The hopeful signs of democracy in the Middle East are not a consequence of the Bush administration’s unilateralism but a significant reversal of its policy, so says former Clinton official Nancy Soderberg via Alternet:
The positive developments of the last few months are indeed encouraging and are to be embraced. They are not, however, a consequence of the Bush administration’s harsh, unilateral foreign policy, but instead the result of a not-so subtle shift to a more realistic foreign policy favored by past presidents. It seems diplomacy—that much-maligned policy option—gets results.
For most of his first term, Bush was under the spell of the myth that, as a superpower, America could bend the world to its will, primarily on its own and through military means. The results of that muscle diplomacy are in. America is bearing the burden of rebuilding and securing Iraq essentially on its own, while Iran and North Korea have been pursuing their nuclear weapons programs unchecked.

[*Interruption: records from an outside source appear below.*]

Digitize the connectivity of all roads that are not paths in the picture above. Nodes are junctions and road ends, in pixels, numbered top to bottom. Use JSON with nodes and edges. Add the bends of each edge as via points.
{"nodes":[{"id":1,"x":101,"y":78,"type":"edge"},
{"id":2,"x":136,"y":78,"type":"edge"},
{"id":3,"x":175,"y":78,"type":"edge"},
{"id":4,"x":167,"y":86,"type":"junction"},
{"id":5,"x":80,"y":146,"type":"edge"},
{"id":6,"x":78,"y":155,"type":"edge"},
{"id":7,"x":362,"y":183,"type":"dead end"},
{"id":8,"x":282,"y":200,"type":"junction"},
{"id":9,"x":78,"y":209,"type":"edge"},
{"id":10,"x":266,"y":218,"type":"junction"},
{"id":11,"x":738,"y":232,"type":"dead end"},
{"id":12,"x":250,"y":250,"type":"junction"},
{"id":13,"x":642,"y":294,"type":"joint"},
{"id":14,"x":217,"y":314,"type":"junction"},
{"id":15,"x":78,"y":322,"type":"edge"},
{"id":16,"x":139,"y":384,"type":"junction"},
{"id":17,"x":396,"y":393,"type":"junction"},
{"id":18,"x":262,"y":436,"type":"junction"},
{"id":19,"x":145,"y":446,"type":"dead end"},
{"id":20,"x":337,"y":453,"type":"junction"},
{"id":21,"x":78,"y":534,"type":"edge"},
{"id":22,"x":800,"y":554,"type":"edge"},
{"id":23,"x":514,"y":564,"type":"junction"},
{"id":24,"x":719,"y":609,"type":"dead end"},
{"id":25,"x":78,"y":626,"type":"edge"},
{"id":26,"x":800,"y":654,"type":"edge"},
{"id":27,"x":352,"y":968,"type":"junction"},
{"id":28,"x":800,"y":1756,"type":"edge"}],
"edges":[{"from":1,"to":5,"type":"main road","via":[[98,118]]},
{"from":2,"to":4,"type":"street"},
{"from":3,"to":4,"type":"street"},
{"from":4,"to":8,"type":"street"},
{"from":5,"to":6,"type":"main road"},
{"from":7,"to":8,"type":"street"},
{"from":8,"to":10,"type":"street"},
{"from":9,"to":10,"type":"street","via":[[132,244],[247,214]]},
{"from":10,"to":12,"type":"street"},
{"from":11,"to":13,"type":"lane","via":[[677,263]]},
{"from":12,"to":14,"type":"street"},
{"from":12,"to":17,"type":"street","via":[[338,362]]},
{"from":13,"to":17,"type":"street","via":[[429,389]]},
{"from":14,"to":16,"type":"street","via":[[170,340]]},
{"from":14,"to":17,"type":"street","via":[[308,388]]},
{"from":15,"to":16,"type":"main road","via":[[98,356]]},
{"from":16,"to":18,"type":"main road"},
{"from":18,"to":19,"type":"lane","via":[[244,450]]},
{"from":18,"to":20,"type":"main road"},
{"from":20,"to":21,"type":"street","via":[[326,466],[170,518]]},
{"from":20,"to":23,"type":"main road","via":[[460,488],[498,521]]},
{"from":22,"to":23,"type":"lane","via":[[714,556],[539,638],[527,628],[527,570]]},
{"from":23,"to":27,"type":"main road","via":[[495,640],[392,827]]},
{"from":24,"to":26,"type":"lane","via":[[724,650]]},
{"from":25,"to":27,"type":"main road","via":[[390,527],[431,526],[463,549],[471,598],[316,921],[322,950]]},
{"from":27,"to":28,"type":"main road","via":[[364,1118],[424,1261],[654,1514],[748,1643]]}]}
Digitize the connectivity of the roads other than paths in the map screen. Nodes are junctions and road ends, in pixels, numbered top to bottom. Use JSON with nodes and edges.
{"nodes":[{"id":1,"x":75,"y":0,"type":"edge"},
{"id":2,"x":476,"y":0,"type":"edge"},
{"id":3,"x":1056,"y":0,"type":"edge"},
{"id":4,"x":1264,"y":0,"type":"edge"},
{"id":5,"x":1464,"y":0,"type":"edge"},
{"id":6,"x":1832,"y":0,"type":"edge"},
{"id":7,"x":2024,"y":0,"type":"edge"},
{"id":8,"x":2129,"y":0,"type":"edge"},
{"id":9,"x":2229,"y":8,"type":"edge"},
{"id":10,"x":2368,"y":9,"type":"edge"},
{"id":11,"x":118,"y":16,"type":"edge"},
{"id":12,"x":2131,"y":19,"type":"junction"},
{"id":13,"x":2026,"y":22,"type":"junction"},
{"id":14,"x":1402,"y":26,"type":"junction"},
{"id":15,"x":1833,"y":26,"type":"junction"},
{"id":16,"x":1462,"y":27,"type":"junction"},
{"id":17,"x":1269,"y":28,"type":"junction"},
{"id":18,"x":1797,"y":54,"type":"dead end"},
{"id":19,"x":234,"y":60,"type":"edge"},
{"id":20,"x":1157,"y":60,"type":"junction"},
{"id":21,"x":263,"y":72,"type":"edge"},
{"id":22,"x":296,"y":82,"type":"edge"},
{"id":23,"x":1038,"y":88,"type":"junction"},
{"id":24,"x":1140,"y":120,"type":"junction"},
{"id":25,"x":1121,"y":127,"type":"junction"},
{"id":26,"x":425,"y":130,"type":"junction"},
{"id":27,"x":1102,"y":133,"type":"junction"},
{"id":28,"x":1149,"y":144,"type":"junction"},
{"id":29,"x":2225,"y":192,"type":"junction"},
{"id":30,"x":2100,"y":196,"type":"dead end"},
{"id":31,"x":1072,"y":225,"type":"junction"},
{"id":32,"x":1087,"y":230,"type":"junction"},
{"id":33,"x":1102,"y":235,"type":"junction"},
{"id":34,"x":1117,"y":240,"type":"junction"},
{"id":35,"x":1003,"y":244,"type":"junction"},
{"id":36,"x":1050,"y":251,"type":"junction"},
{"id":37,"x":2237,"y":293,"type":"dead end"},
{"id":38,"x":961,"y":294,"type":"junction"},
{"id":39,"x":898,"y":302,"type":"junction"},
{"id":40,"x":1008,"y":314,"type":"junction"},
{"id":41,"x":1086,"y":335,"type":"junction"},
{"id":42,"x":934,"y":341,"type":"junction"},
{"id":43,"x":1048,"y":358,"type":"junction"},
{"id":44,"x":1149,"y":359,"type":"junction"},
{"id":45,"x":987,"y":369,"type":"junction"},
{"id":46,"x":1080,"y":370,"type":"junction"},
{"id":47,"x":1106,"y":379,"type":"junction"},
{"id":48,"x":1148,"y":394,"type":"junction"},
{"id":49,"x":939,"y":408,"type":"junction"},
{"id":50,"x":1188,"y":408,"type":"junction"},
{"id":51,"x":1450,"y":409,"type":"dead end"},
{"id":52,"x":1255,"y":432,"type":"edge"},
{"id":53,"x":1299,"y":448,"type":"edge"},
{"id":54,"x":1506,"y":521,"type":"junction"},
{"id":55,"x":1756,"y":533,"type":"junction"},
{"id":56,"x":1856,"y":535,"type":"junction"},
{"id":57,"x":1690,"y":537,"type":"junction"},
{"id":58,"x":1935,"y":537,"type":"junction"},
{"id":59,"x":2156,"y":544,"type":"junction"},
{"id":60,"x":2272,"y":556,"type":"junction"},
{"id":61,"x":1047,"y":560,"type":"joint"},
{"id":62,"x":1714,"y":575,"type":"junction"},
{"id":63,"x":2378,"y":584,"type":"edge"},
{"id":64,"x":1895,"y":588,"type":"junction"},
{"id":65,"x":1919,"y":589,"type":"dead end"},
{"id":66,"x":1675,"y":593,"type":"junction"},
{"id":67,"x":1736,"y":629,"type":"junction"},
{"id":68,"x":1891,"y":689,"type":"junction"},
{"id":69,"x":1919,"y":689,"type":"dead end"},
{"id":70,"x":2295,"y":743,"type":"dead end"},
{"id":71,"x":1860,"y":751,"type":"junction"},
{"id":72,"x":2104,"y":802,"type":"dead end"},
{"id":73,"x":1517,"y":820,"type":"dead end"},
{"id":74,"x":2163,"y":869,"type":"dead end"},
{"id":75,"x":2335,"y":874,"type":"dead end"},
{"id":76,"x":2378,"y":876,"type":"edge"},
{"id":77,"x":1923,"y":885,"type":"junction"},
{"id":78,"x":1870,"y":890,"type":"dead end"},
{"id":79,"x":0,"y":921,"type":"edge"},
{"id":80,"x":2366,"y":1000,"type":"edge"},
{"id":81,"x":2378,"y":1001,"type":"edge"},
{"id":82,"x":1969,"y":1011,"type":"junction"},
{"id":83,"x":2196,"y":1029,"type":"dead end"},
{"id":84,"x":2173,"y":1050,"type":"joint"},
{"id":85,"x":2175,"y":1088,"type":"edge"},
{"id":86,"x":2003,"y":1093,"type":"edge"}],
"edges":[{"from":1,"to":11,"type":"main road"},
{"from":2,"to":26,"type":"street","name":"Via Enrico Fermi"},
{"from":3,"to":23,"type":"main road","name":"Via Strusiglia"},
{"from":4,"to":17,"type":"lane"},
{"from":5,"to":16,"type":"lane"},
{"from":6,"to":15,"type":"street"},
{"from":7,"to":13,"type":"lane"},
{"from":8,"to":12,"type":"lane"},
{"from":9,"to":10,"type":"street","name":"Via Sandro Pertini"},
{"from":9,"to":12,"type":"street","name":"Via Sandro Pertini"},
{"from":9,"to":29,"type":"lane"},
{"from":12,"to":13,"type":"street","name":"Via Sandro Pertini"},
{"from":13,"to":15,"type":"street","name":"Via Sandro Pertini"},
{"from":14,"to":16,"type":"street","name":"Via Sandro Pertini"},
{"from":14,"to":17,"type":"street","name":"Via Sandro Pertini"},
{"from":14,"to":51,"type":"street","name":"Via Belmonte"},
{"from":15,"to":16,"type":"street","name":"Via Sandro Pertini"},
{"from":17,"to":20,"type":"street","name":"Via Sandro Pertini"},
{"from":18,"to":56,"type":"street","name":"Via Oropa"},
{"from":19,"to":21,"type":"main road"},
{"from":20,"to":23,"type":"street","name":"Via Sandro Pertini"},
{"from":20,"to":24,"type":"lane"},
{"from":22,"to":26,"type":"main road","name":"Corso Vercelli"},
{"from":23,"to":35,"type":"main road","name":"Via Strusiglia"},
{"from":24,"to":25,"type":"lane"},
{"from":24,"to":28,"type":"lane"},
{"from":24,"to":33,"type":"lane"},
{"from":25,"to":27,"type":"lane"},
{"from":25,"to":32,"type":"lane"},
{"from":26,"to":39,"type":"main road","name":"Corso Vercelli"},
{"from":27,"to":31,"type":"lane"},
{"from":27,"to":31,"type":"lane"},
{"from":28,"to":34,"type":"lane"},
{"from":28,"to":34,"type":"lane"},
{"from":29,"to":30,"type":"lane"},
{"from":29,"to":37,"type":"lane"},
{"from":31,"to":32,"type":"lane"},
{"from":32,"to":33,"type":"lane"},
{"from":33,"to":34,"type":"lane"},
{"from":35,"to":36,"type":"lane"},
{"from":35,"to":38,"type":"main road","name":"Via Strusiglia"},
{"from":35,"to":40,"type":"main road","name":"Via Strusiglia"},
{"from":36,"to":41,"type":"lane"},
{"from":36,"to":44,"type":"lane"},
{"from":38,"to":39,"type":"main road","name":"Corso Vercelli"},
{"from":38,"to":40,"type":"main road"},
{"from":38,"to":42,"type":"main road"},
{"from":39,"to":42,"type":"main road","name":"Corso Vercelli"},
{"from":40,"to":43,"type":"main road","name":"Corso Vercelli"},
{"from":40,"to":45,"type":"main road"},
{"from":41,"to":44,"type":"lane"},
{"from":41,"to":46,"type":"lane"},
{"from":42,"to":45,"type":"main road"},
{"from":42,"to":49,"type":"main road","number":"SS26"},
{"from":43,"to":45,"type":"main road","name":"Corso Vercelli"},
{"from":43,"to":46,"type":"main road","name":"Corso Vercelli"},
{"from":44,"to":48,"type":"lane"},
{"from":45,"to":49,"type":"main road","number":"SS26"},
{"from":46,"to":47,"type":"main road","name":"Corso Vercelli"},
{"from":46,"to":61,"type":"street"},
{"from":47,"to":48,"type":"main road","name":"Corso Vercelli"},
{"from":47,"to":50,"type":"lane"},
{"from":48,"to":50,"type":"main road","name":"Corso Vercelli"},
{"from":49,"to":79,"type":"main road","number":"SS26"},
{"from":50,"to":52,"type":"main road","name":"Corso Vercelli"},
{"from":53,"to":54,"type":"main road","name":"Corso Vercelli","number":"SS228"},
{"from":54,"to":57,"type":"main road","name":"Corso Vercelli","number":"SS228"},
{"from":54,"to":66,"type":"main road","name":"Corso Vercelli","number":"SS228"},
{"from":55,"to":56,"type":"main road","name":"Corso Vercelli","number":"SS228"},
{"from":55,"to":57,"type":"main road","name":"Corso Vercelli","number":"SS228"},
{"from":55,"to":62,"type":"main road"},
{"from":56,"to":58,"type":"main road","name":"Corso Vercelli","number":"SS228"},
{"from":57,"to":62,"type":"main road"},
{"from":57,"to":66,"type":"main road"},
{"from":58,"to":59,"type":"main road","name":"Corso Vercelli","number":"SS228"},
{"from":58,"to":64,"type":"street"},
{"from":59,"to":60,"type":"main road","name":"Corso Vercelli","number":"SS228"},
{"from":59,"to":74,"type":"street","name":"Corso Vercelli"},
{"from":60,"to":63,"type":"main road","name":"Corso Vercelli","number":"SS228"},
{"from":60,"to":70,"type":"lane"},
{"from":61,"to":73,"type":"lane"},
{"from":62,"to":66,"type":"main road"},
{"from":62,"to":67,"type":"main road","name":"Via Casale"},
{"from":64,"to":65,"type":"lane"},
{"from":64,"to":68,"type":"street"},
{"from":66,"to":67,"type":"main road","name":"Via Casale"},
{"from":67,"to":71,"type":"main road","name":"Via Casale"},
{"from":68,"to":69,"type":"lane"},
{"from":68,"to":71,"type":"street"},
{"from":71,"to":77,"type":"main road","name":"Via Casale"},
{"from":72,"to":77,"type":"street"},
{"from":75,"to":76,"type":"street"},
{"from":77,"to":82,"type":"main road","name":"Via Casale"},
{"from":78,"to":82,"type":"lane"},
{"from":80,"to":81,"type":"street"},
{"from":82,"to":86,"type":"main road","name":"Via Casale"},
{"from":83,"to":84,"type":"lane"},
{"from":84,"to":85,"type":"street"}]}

Because the administration has undermined myriad arms control conventions, weapons of mass destruction may be now more accessible to terrorists. Anti-Americanism has spiked to unprecedented heights, making the world less willing to act with us to share the superpower burden. Who could imagine student protestors in Tiananmen Square today building a replica of the Statue of Liberty as they did in May 1989?
While it has been loath to admit it, the Bush administration is quietly shifting back to the tough work of diplomacy. After the administration claimed America could protect itself on its own, and that it did not need “old Europe,” working in partnership is suddenly back in fashion. And it is getting results—not, as some have claimed because of events in Iraq, but rather because American diplomats are seeking once again to return the United States to its rightful role as a persuader, not just enforcer.